Since the adequate knowledge of zoonotic diseases, and particularly echinococcosis that is endemic in Mediterranean region [30], is key to preventing them from spreading, the limited awareness is highly concerning. It is also crucial to mention that a heavily poor acknowledgement of the increased localization for these particular zoonoses in the Mediterranean Basin was observed, with only 27 of the 185 participants being cognizant of the elevated risk. In addition, the most common ways of transmission of echinococcosis and toxocariasis (fecal–oral route and consumption of contaminated food/water) marked the lowest rates of correct answers. It seems that there is a gap between owners’ and non-owners’ answers in whether the avoidance of infected people is useful in the prevention of helminthic transmission. Last but not least, almost 70% of the respondents erroneously believe that vaccination contributes to the eradication of these parasites.
The rate of correct answers was significantly decreased in questions regarding organs affected, the pet involved in the transmission, most vulnerable age group, treatment and deworming frequency. Veterinarians could play a critical role in the attempt to increase pet owners’ understanding of the importance of frequent deworming. In addition, the need to properly dispose of their pet’s feces will also help to highlight toxocariasis [31]. The most recent European Scientific Counsel Companion Animal Parasites (ESCCAP) guidelines provide research-based independent advice regarding risk factors and recommended deworming frequency [32]. In the literature, it has been reported that compliance to veterinary and guideline advice is poor, resulting in wrong decisions on behalf of pet-owners regarding routine deworming [33,34]. Indeed, very recently, it has been shown that pet-owners from five countries in Europe (France, Germany, Spain, Sweden and the UK) do not deworm their dogs and cats as frequently as is recommended by ESCCAP or required in order to reduce zoonotic risk and improve pet health [35].
It is surprising that the results obtained from the comparison of dog or/and cat owners and non-pet owners indicate no statistically significant difference among these two groups. In contradiction to what was expected, there were many questions whose results presented an exceeding ignorance of pet owners, since their rates of incorrect answers were higher compared to those of non-pet owners (e.g., the pet contributing to the spread of the disease, ways of transmission and precautions, etc.). In deworming frequency, although it is not statistically different between the pet’s residence, the percentage is quite low apropos the right answers.
Unlike the livestock parasites, the anthelmintic drug resistance in companion animals’ parasites has been detected to be of slow emergence, probably due to individual or small numbers in animal keeping, correct dosage to dogs and cats on a body weight basis and appropriate frequency of deworming.
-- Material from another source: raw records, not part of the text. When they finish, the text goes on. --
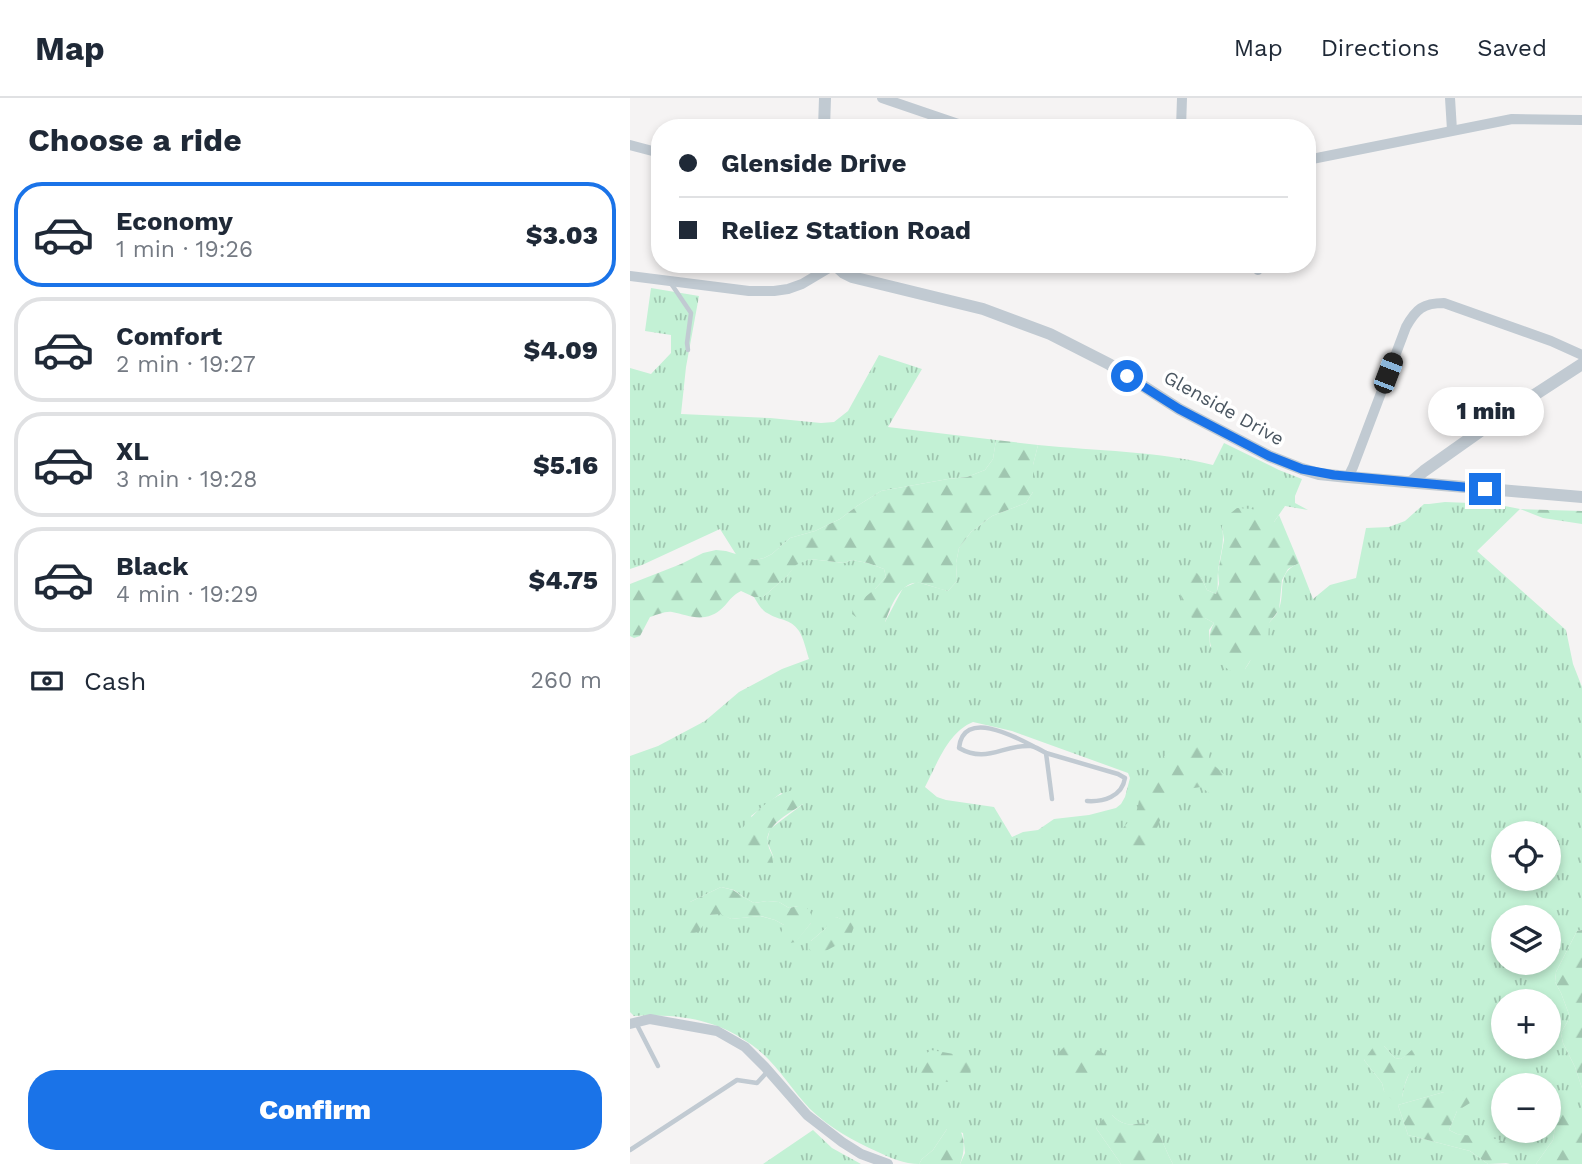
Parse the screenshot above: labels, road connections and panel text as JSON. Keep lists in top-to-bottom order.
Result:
{
  "streets": {
    "street": ["Glenside Drive"]
  },
  "page": {
    "header": "Map",
    "nav": ["Map", "Directions", "Saved"],
    "heading": "Choose a ride",
    "banner": ["Glenside Drive", "Reliez Station Road"],
    "list": [
      {
        "name": "Economy",
        "note": "1 min · 19:26",
        "value": "$3.03"
      },
      {
        "name": "Comfort",
        "note": "2 min · 19:27",
        "value": "$4.09"
      },
      {
        "name": "XL",
        "note": "3 min · 19:28",
        "value": "$5.16"
      },
      {
        "name": "Black",
        "note": "4 min · 19:29",
        "value": "$4.75"
      }
    ],
    "bubble": "1 min",
    "pay": ["Cash", "260 m"],
    "map_buttons": ["+", "−"],
    "buttons": "Confirm"
  }
}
However, there are the exceptions of anthelmintic resistance of larvae Dirofilaria immitis [36,37], the proved anthelmintic resistance that had evolved in the canine hookworm Ancylostoma caninum [38,39], as well as praziquantel resistance in the zoonotic cestode Dipylidium caninum [40]. As yet, there are no reports confirming antihelmintic resistance in Toxocara species, or in other dog or cat internal parasite species. However, the increased frequency or underdosing of anthelmintic treatment could favor selection pressure for resistance, like in the case of the shelters and breeding kennels, where there may be concomitant administration of the same antiparasitic drug to all the dogs or cats [41].
Last but not least, taking into account the sad truth that Greece is a country with a major issue of stray animals, it is a matter of urgency for medical care programs to be carried out regularly (vaccinations, deworming, etc.). In Greece, ESCCAP guidelines are not widely known and thus not followed, highlighting that the veterinarians should take the responsibility to educate pet owners about the transmission routes of zoonotic parasites, as well as prevention and parasite control practices [12]. Conclusively, it is of paramount importance for the country to initiate educational campaigns about zoonoses and precautions, transmission and treatment, and for veterinarians to inform pet owners about the importance of appropriate antihelminthic treatment and monitor the frequency in order to avoid belated administration.
Our survey has the limitation of a restricted sample size since it was retrieved mainly from two geographic areas (Attica and Larissa). From the data analysis, it was observed that the participants were mainly young adults and, despite the easy access to many sources of information, we observed a lack of knowledge and awareness. Further investigation is required in order to see if these results will be confirmed in different populations.

5. Conclusions

In conclusion, this particular study aimed to demonstrate the knowledge and attitudes with respect to pet ownership and zoonotic diseases in Greece. As occurred from the study, awareness regarding the risk of contamination with the parasites Echinococcus spp. and Toxocara spp. was very limited even among pet owners. In fact, there was no statistically significant difference between pet owners and non-pet owners’ knowledge concerning the parasites. It is an undeniable fact that the acknowledgement of ways of transmission and risk factors can prevent the perpetuation of such zoonoses. Precautions, such as more active involvement of veterinarians in informing pet owners of zoonoses, should be applied or enhanced. In addition, introduction of the matter in the educational system is a necessity, since misinformation or ignorance is dangerous, both for animals and humans. Moreover, campaigns should be held, for instance television spots, leaflets in vet clinics, pet shops and physicians’ offices, informing individuals about zoonoses with specific information about which diseases are considered zoonoses, their transmission, risk factors and necessary preventive measures in order to eliminate the spread without causing panic and mistreatment towards animals.

Supplementary Materials

The following are available online at https://www.mdpi.com/1660-4601/17/15/5292/s1. Table S1: Descriptive characteristics of study participants; Table S2: Zoonotic disease knowledge and animal contact-related attitudes in relation to pet’s place of residence.

Author Contributions

M.E.T., A.B. and C.V. conceived and designed the study. C.K., M.E.T. and A.G. acquired the data. M.E.T., A.G., A.G.M. and C.V. conducted statistical analyses. C.K., M.E.T., A.G.M., A.B., E.G. and C.V. drafted and revised the manuscript. A.G.M., E.G., A.B. and C.V. reviewed the manuscript for important intellectual content. All authors read and approved the final version of the manuscript.

Funding

This research received no external funding.

Acknowledgments

The authors thank all responders for their voluntary participation in the study.

Conflicts of Interest

The authors declare no conflict of interest.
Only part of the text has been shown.